In LOPD, a lysosomal disease with defective autophagy, LC3, LAMP2 and p62 stainings were comparably positive with a punctate pattern, reflecting the association of LC3-II with the membranes of early autophagosomes, whereas p62 puncta correspond to the accumulation of protein aggregates within early autophagic (LC3-positive) vesicles; hence, the increased punctate staining seen with these markers corresponds to autophagosome buildup (17). The observed minor incidence of p62 fibers in LOPD group may reflect the different stages of the autophagic process in these patients. In LOPD, LC3 seems to have the higher sensibility, in comparison to conventional stainings and the other markers. However, no LOPD case was detected by immunohistochemistry alone associated to a negative histochemical staining. In fact, in six out of 20 LOPD cases (30%), quadriceps muscle biopsy was totally normal, confirming the need to perform the biochemical test in all cases with a clinical suspect.
In most cases of clinically defined sIBM, intrafibral vacuoles show the typical ‘red rim’ staining with Gomori’s trichrome and are easily recognized. However, non-rimmed vacuoles are also observed, and a possible activation of autophagic pathway is also hypothesized (18). Immunohistochemistry in sIBM biopsies is often characterized by aspecific and variable staining by a variety of antibodies utilized in the routinary muscle biopsy diagnostic study, making this procedure less significant in sIBM diagnosis. In all sIBM cases of our study, we found a significant positivity only for p62, with small positive puncta distributed throughout the sarcoplasm of a higher number of fibers in comparison to the other markers, supporting the hypothesis of a specific autophagic activation in these cases. (Fig. 4B, C and D). In LOPD cases, the puncta were larger and primarily (although not exclusively) located in the center of a reduced number of fibers. Several earlier studies have examined LC3, p62 or LAMP2 staining in the setting of IBM; however, no single work quantitatively compared all three markers on the same set of well-defined specimens (19). In our study p62, but not LC3 and LAMP2, effectively distinguished the sIBM subject group from other vacuolar myopathy subject; moreover, p62 immunohistochemistry showed the best tradeoff between sensitivity and specificity for sIBM as a diagnostic test applied to an individual case. The p62 staining was qualitatively similar to LC3 staining, consistent with the idea that accumulation of either LC3-labeled autophagosomes or p62- positive aggregates are a marker of autophagic flux inhibition in sIBM.
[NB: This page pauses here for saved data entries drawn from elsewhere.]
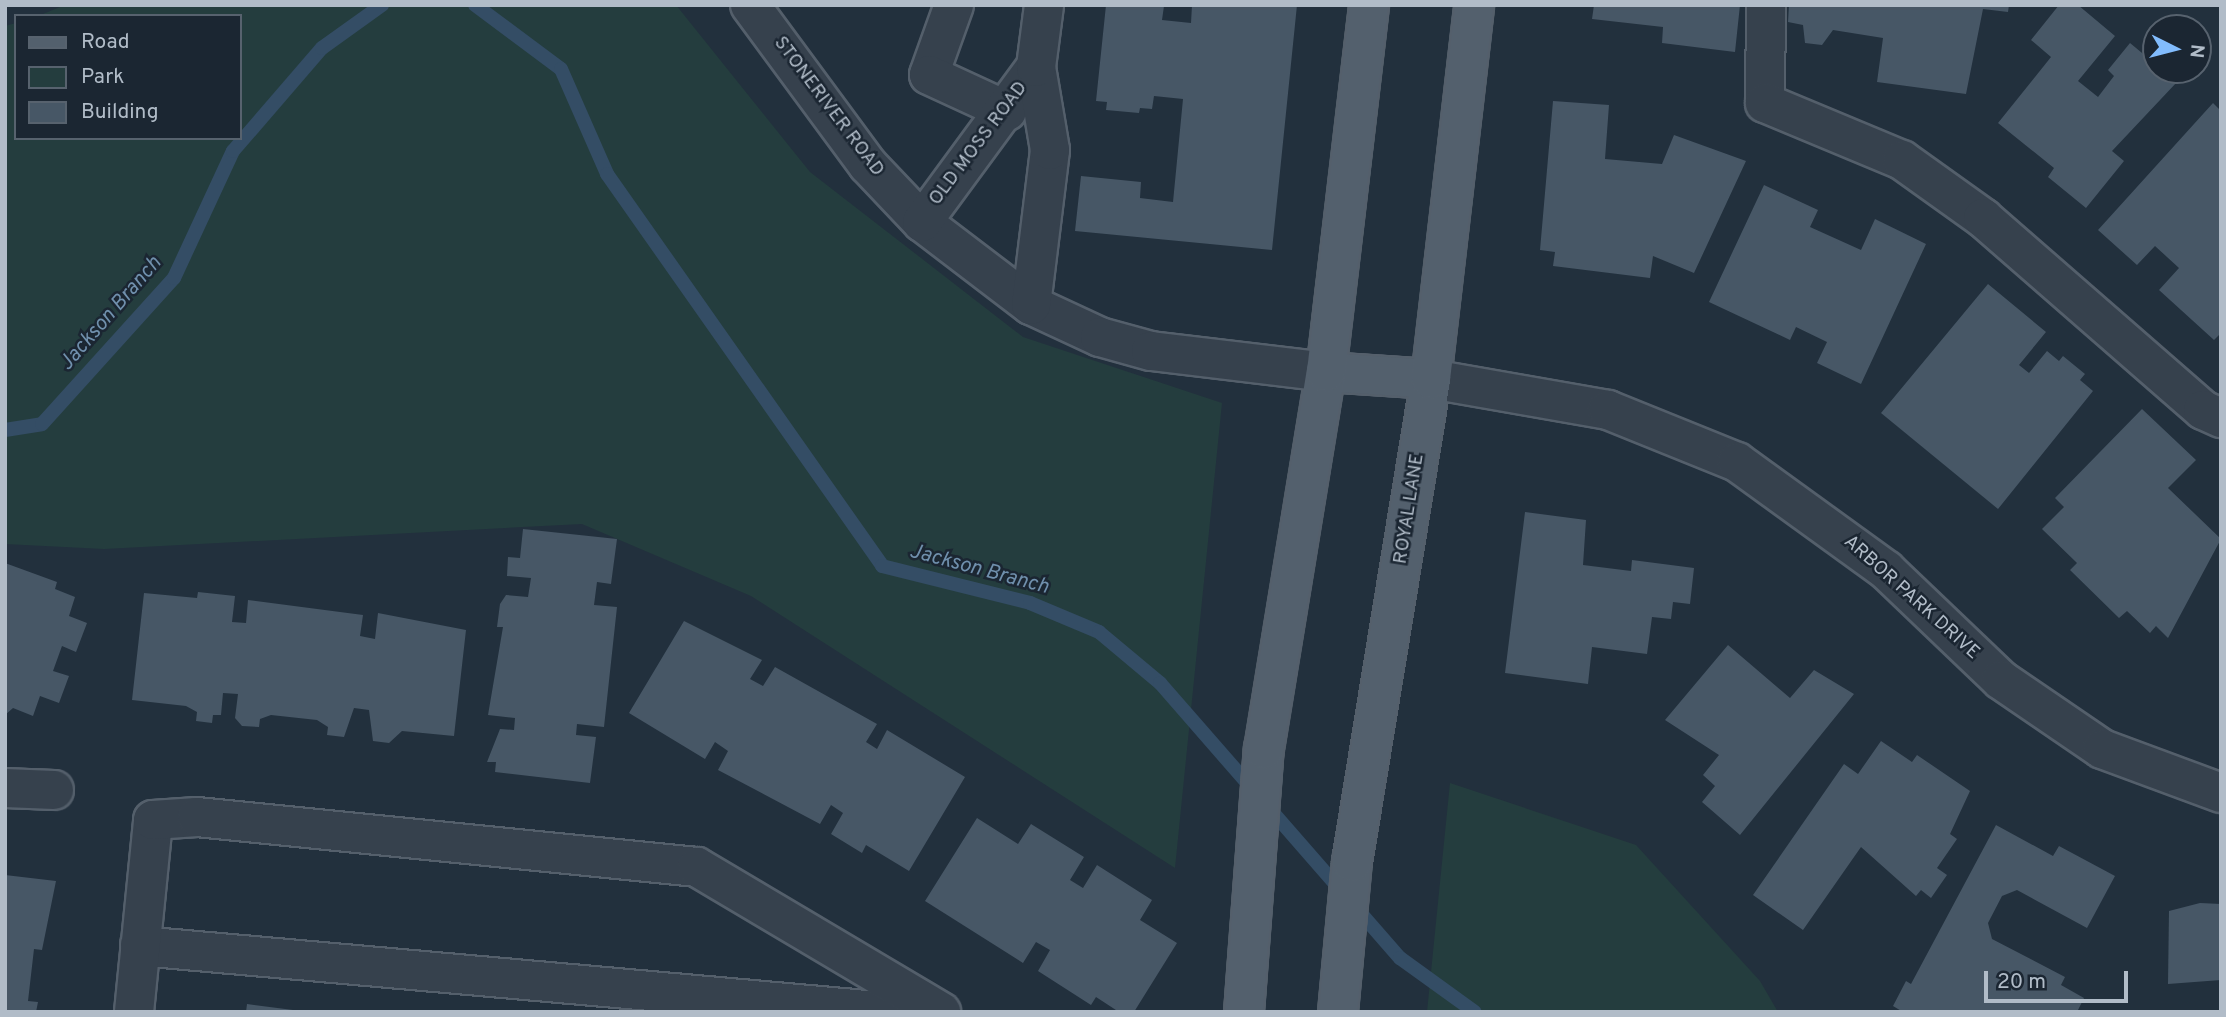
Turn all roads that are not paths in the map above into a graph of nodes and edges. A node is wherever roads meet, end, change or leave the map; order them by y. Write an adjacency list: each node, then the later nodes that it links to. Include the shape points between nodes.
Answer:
1 (750, 5): 9 (street, STONERIVER ROAD, via 868,165)
2 (954, 5): 8 (street, via 929,75)
3 (1044, 5): 7 (street, OLD MOSS ROAD)
4 (1369, 5): 11 (main road)
5 (1474, 5): 12 (main road, ROYAL LANE)
6 (1766, 5): 13 (street, via 1766,103 1902,160 1983,218 2203,410)
7 (1036, 66): 8 (street, OLD MOSS ROAD); 10 (street, OLD MOSS ROAD, via 1051,150)
8 (1007, 111): 9 (street, OLD MOSS ROAD)
9 (922, 222): 10 (street, STONERIVER ROAD)
10 (1031, 304): 11 (street, STONERIVER ROAD, via 1100,337 1151,351)
11 (1326, 372): 12 (main road); 21 (main road, via 1264,749)
12 (1431, 379): 16 (street, ARBOR PARK DRIVE, via 1608,410 1737,462 1886,570 2001,680 2102,749); 22 (main road, ROYAL LANE, via 1352,862)
13 (2221, 418)
14 (5, 788): 15 (street)
15 (54, 790)
16 (2221, 793)
17 (140, 946): 18 (street); 19 (street); 20 (street, via 153,820 197,817 697,867)
18 (134, 1012)
19 (889, 1012)
20 (941, 1012)
21 (1244, 1012)
22 (1338, 1012)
In OPDM, also characterized by the presence of intrafibral vacuoles, the presence of autophagic activation was excluded in all cases; therefore immunohistochemistry may be useful in the differential diagnosis when clinical data are lacking or unsupportive, in particular in the presence of rimmed vacuoles.
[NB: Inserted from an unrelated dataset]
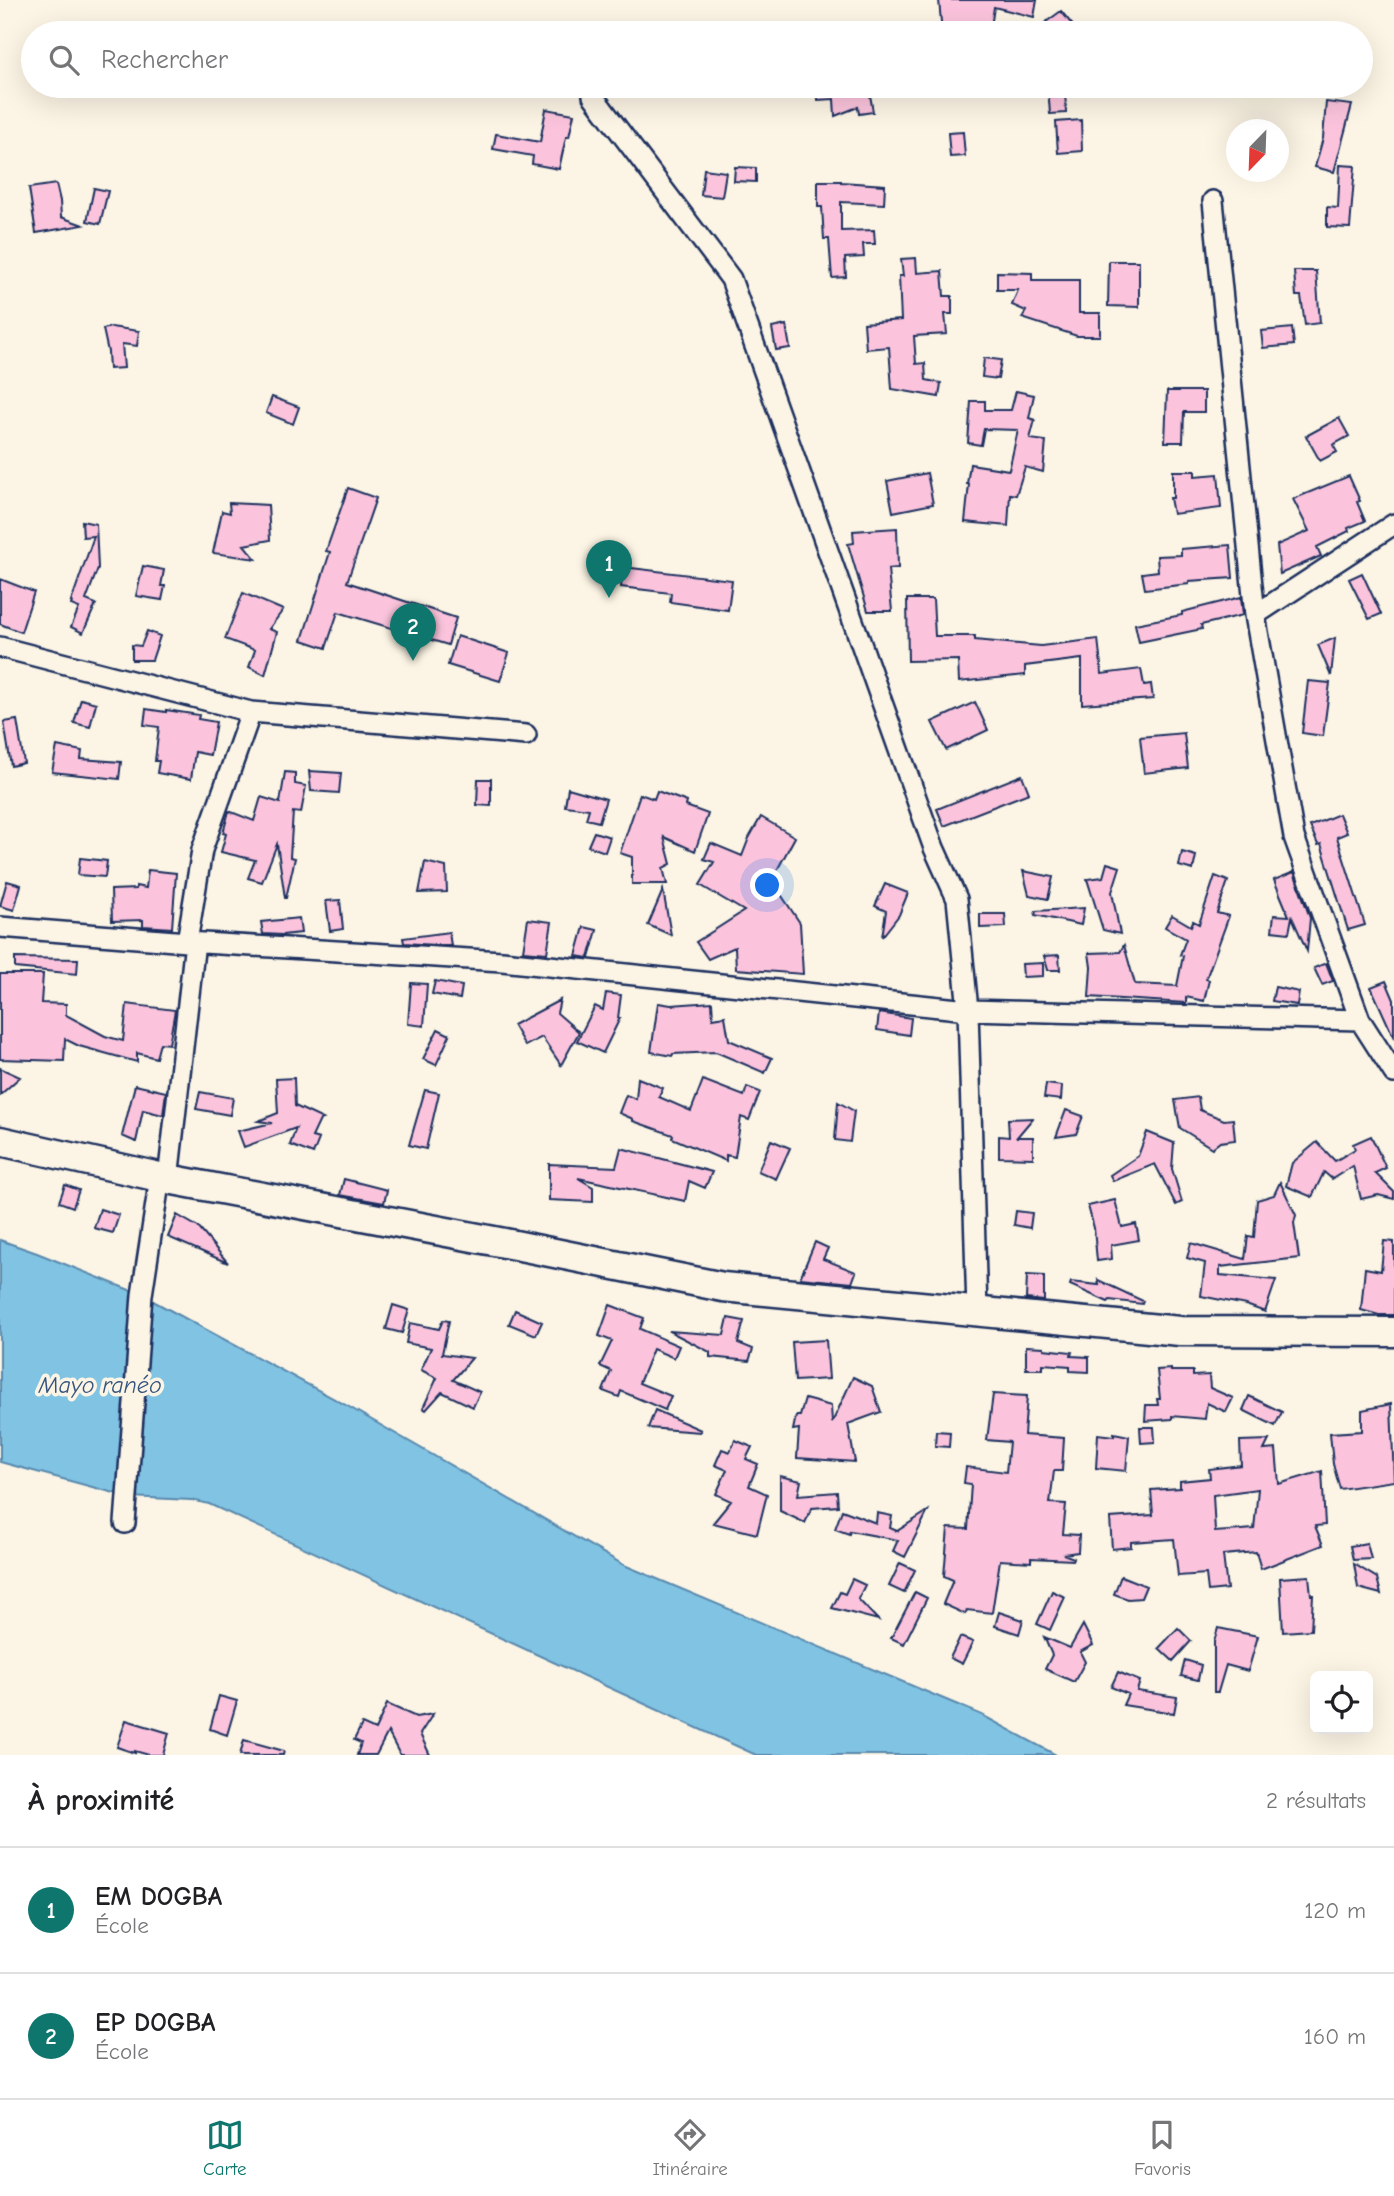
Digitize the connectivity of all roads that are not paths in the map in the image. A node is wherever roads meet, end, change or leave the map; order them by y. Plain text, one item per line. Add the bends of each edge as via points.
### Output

Immunohistochemistry for autophagic markers did not add any additional information in necrotizing myopathies, since necrotic fibers showed a variable and unspecific staining with all antibodies. Interestingly, two patients presented a strong autophagic activation, thus challenging the diagnosis, and a specific follow up is ongoing.
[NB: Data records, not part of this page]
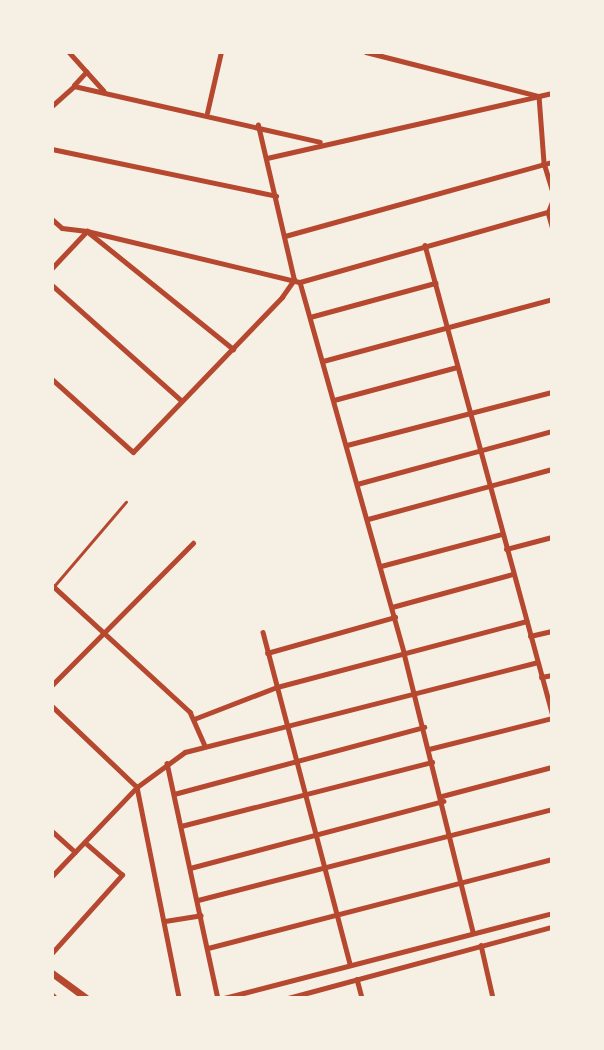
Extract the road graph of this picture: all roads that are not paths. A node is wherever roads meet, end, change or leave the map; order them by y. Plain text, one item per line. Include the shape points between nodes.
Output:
1 (69, 52) edge
2 (221, 52) edge
3 (366, 52) edge
4 (86, 72) junction
5 (74, 86) junction
6 (104, 91) junction
7 (551, 93) edge
8 (539, 96) junction
9 (52, 106) edge
10 (207, 113) junction
11 (258, 125) junction
12 (321, 142) junction
13 (52, 149) edge
14 (267, 158) junction
15 (551, 162) edge
16 (544, 163) junction
17 (551, 190) edge
18 (276, 196) junction
19 (550, 207) edge
20 (52, 219) edge
21 (551, 226) edge
22 (87, 231) junction
23 (285, 236) junction
24 (425, 244) junction
25 (52, 268) edge
26 (297, 281) junction
27 (435, 283) junction
28 (52, 285) edge
29 (551, 299) edge
30 (310, 317) junction
31 (446, 327) junction
32 (233, 349) junction
33 (323, 362) junction
34 (457, 366) junction
35 (52, 379) edge
36 (551, 392) edge
37 (334, 400) junction
38 (182, 401) junction
39 (470, 414) junction
40 (551, 431) edge
41 (347, 445) junction
42 (480, 452) junction
43 (551, 469) edge
44 (357, 484) junction
45 (489, 486) junction
46 (126, 502) dead end
47 (368, 519) junction
48 (502, 534) junction
49 (551, 537) edge
50 (193, 543) dead end
51 (506, 549) junction
52 (381, 566) junction
53 (513, 574) junction
54 (53, 586) edge
55 (392, 607) junction
56 (395, 617) junction
57 (526, 621) junction
58 (551, 631) edge
59 (263, 632) dead end
60 (103, 634) junction
61 (530, 636) junction
62 (267, 653) junction
63 (404, 653) junction
64 (537, 662) junction
65 (551, 675) edge
66 (541, 677) junction
67 (52, 685) edge
68 (277, 687) junction
69 (416, 696) junction
70 (52, 706) edge
71 (551, 716) edge
72 (194, 719) junction
73 (424, 727) junction
74 (290, 729) junction
75 (205, 746) junction
76 (429, 749) junction
77 (300, 761) junction
78 (432, 762) junction
79 (167, 763) junction
80 (551, 767) edge
81 (137, 787) junction
82 (307, 793) junction
83 (174, 794) junction
84 (442, 799) junction
85 (551, 808) edge
86 (181, 826) junction
87 (52, 831) edge
88 (317, 833) junction
89 (452, 834) junction
90 (85, 843) junction
91 (75, 852) junction
92 (551, 859) edge
93 (326, 867) junction
94 (190, 868) junction
95 (52, 876) edge
96 (463, 883) junction
97 (198, 900) junction
98 (551, 913) edge
99 (338, 914) junction
100 (201, 915) junction
101 (165, 921) junction
102 (551, 927) edge
103 (473, 932) junction
104 (481, 945) junction
105 (208, 948) junction
106 (52, 953) edge
107 (350, 963) junction
108 (52, 973) edge
109 (357, 978) junction
110 (86, 998) edge
111 (179, 998) edge
112 (218, 998) edge
113 (224, 998) edge
114 (288, 998) edge
115 (362, 998) edge
116 (493, 998) edge

1 - 4 street
2 - 10 street
3 - 8 street
4 - 5 street
4 - 6 street
5 - 6 street
5 - 9 street
6 - 10 street
7 - 8 street
8 - 12 street
8 - 16 street
10 - 11 street
11 - 12 street
11 - 14 street
12 - 14 street
13 - 18 street
14 - 18 street
15 - 16 street
16 - 17 street
16 - 23 street
18 - 23 street
19 - 21 street
19 - 24 street
20 - 22 street via 62,228
22 - 25 street
22 - 26 street
22 - 32 street
23 - 26 street
24 - 26 street
24 - 27 street
26 - 30 street
26 - 32 street
27 - 30 street
27 - 31 street
28 - 38 street
29 - 31 street
30 - 33 street
31 - 33 street
31 - 34 street
32 - 38 street
33 - 37 street
34 - 37 street
34 - 39 street
35 - 38 street via 133,453
36 - 39 street
37 - 41 street
39 - 41 street
39 - 42 street
40 - 42 street
41 - 44 street
42 - 44 street
42 - 45 street
43 - 45 street
44 - 47 street
45 - 47 street
45 - 48 street
46 - 54 lane
47 - 52 street
48 - 51 street
48 - 52 street
49 - 51 street
50 - 60 street
51 - 53 street
52 - 55 street
53 - 55 street
53 - 57 street
54 - 60 street
55 - 56 street
56 - 62 street
56 - 63 street
57 - 61 street
57 - 63 street
58 - 61 street
59 - 62 street
60 - 67 street
60 - 72 street
61 - 64 street
62 - 68 street
63 - 68 street
63 - 69 street
64 - 66 street
64 - 69 street
65 - 66 street
66 - 71 street
68 - 72 street
68 - 74 street
69 - 73 street
69 - 74 street
70 - 81 street
71 - 76 street
72 - 75 street
73 - 76 street
73 - 77 street
74 - 75 street
74 - 77 street
75 - 79 street
76 - 78 street
77 - 82 street
77 - 83 street
78 - 82 street
78 - 84 street
79 - 81 street
79 - 83 street
80 - 84 street
81 - 90 street
81 - 101 street
82 - 86 street
82 - 88 street
83 - 86 street
84 - 88 street
84 - 89 street
85 - 89 street
86 - 94 street
87 - 91 street
88 - 93 street
88 - 94 street
89 - 93 street
89 - 96 street
90 - 91 street
90 - 106 street via 122,875
91 - 95 street
92 - 96 street
93 - 97 street
93 - 99 street
94 - 97 street
96 - 99 street
96 - 103 street
97 - 100 street
98 - 103 street
99 - 105 street
99 - 107 street
100 - 101 street
100 - 105 street
101 - 111 street
102 - 104 street
103 - 107 street
104 - 109 street
104 - 116 street
105 - 112 street
107 - 113 street
108 - 110 main road
109 - 114 street
109 - 115 street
Based on these findings, we can conclude that p62, LAMP2 and LC3 immunohistochemistry have a significant role in the routinary study of muscle when clinical data are not supportive, and could be included in the panel of antibodies when a vacuolar myopathy is observed with histochemical procedure. In particular, LC3 antibodies have a slightly higher specificity in LOPD biopsies, whereas a strong selective p62 positivity seem to be more indicative of sIBM. On the contrary, LAMP2 does not add important clues in differential diagnosis of these pathologies.